62.Consequently, I take the view that the answer to be given to the referring court is that the examination of the third question referred for a preliminary ruling has disclosed nothing capable of affecting the validity of the second sentence of Article 38(3) of Regulation 2016/679.
63.In the light of all the foregoing considerations, I propose that the Court answer the questions referred for a preliminary ruling by the Bundesarbeitsgericht (Federal Labour Court, Germany) as follows:
Principally:
– The second sentence of Article 38(3) of Regulation (EU) 2016/679 of the European Parliament and of the Council of 27 April 2016 on the protection of natural persons with regard to the processing of personal data and on the free movement of such data, and repealing Directive 95/46/EC (General Data Protection Regulation) must be interpreted as not precluding national legislation which provides that an employer may terminate a data protection officer’s employment contract only with just cause, even if the contractual termination is not related to the performance of the officer’s tasks.
In the alternative, if the Court answers the first question referred for a preliminary ruling in the affirmative:
– The second sentence of Article 38(3) of Regulation 2016/679 applies without there being any need to draw a distinction according to whether the data protection officer is mandatorily designated under EU law or under national law.
– The examination of the third question referred for a preliminary ruling has disclosed nothing capable of affecting the validity of the second sentence of Article 38(3) of Regulation 2016/679.
* * *
(1) Original language: French.
(2) OJ 2016 L 119, p. 1, as corrected by OJ 2018 L 127, p. 2.
(3) BGBl. 1990 I, p. 2954.
(4) BGBl. 2017 I, p. 2097; ‘the BDSG’.
(5) In the first sentence of Paragraph 38(1) of the BDSG, in the version in force since 26 November 2019, the number of employees has been increased to ‘20’.
(6) BGBl. 2002 I, p. 42, corrected p. 2909, and BGBl. 2003 I, p. 738.
(7) The referring court also stated that, in accordance with its case-law, the fact that an external data protection officer will, in the future, handle data protection in an undertaking as a result of organisational changes does not give just cause for removal (see judgment of the Bundesarbeitsgericht (Federal Labour Court) No 10 AZR 562/09 of 23 March 2011, paragraph 18, available at https://www.bundesarbeitsgericht.de/entscheidung/10-azr-562-09/].

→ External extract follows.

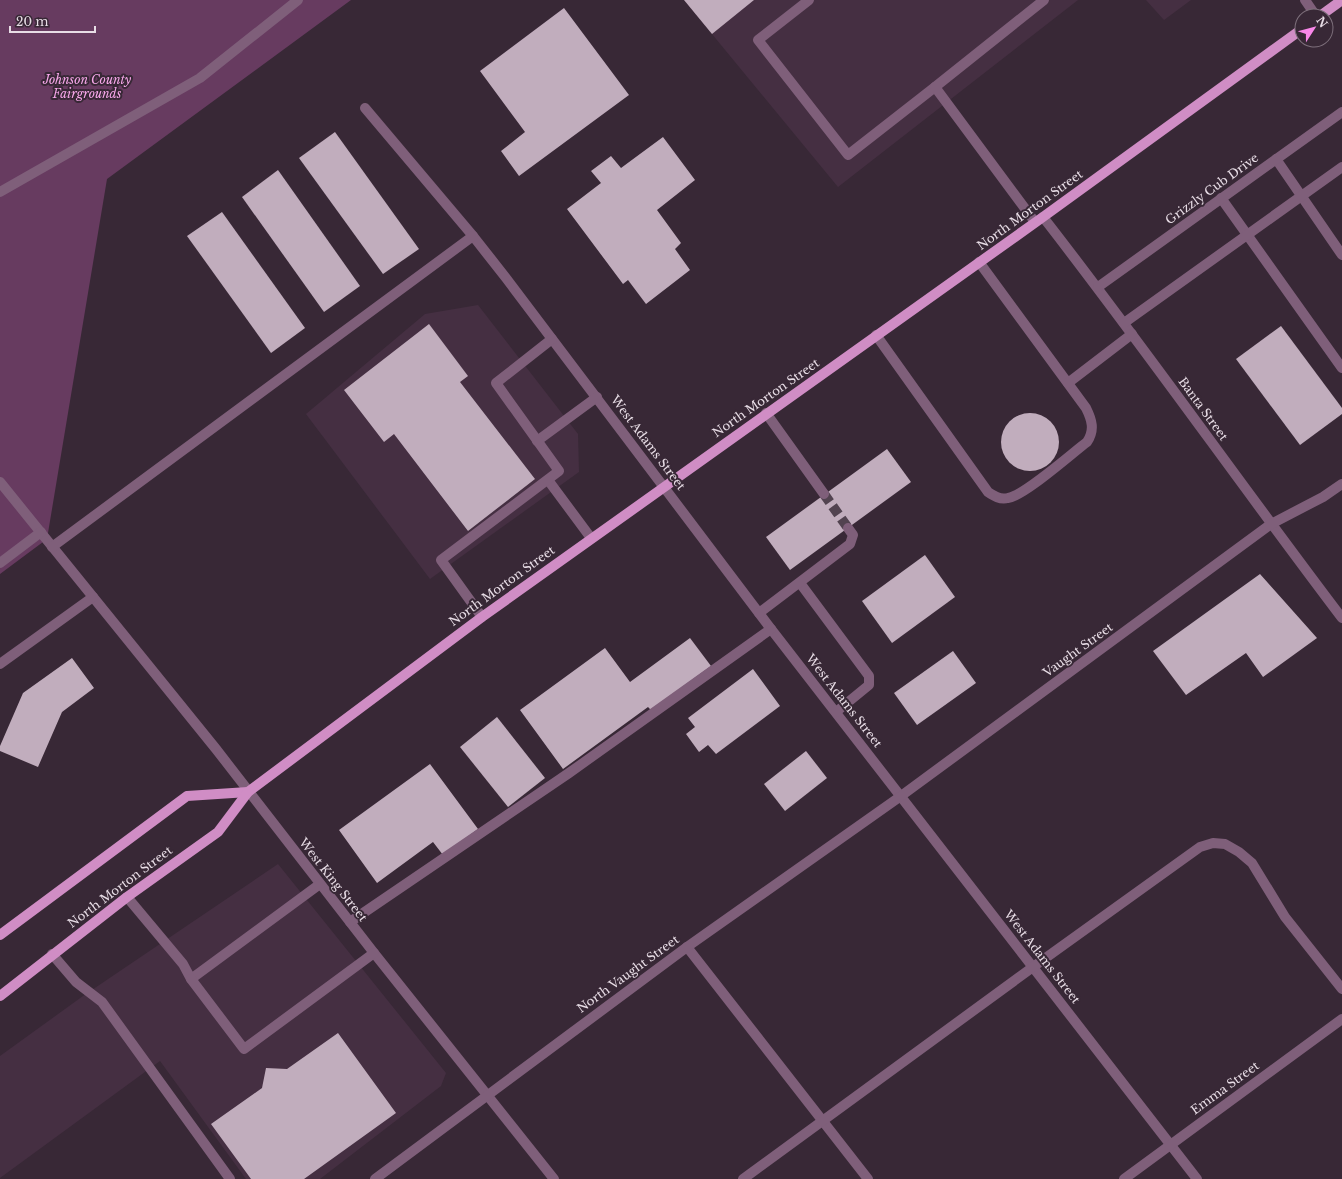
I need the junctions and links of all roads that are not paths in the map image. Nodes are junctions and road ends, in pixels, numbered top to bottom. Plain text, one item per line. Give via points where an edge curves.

(8) Article 37 of the regulation.
(9) Article 38 of the regulation.
(10) Article 39 of the regulation.
(11) See, in particular, judgment of 12 May 2021, Bundesrepublik Deutschland (Interpol red notice) (C‑505/19, EU:C:2021:376, paragraph 77).
(12) Emphasis added.
(13) In that regard, in the document entitled ‘Guidelines on Data Protection Officers (“DPOs”)’ (‘the DPO Guidelines’), adopted on 13 December 2016 and revised on 5 April 2017, available at https://ec.europa.eu/newsroom/article29/items/612048/en, the Working Party on the Protection of Individuals with regard to the Processing of Personal Data, established by Article 29 of Directive 95/46/EC of the European Parliament and of the Council of 24 October 1995 on the protection of individuals with regard to the processing of personal data and on the free movement of such data (OJ 1995 L 281, p. 13) (‘the Article 29 Working Party’), stated that ‘penalties may take a variety of forms and may be direct or indirect. They could consist, for example, of absence or delay of promotion; prevention from career advancement; denial from benefits that other employees receive. It is not necessary that these penalties be actually carried out, a mere threat is sufficient as long as they are used to penalise the [data protection officer] on grounds related to his/her [data protection officer] activities’ (p. 15). After the entry into force of Regulation 2016/679, that working party was replaced by the European Data Protection Board (EDPB). The EDPB endorsed the DPO Guidelines at its first plenary meeting held on 25 May 2018 (see https://edpb.europa.eu/sites/default/files/files/news/endorsement_of_wp29_documents_en_0.pdf).
(14) As LH points out, in addition to the German-language version of the second sentence of Article 38(3) of Regulation 2016/679 (‘abberufen’), other language versions such as those in Spanish (‘destituido’), French (‘relevé’) and Portuguese (‘destituído’) clearly show that that regulation deals with the bringing to an end of the duties of the data protection officer, not the ‘employment relationship’ (‘kündigen’ in German). See also the language versions in English (‘dismissed’), Italian (‘rimosso’), Polish (‘odwoływany’) and Romanian (‘demis’).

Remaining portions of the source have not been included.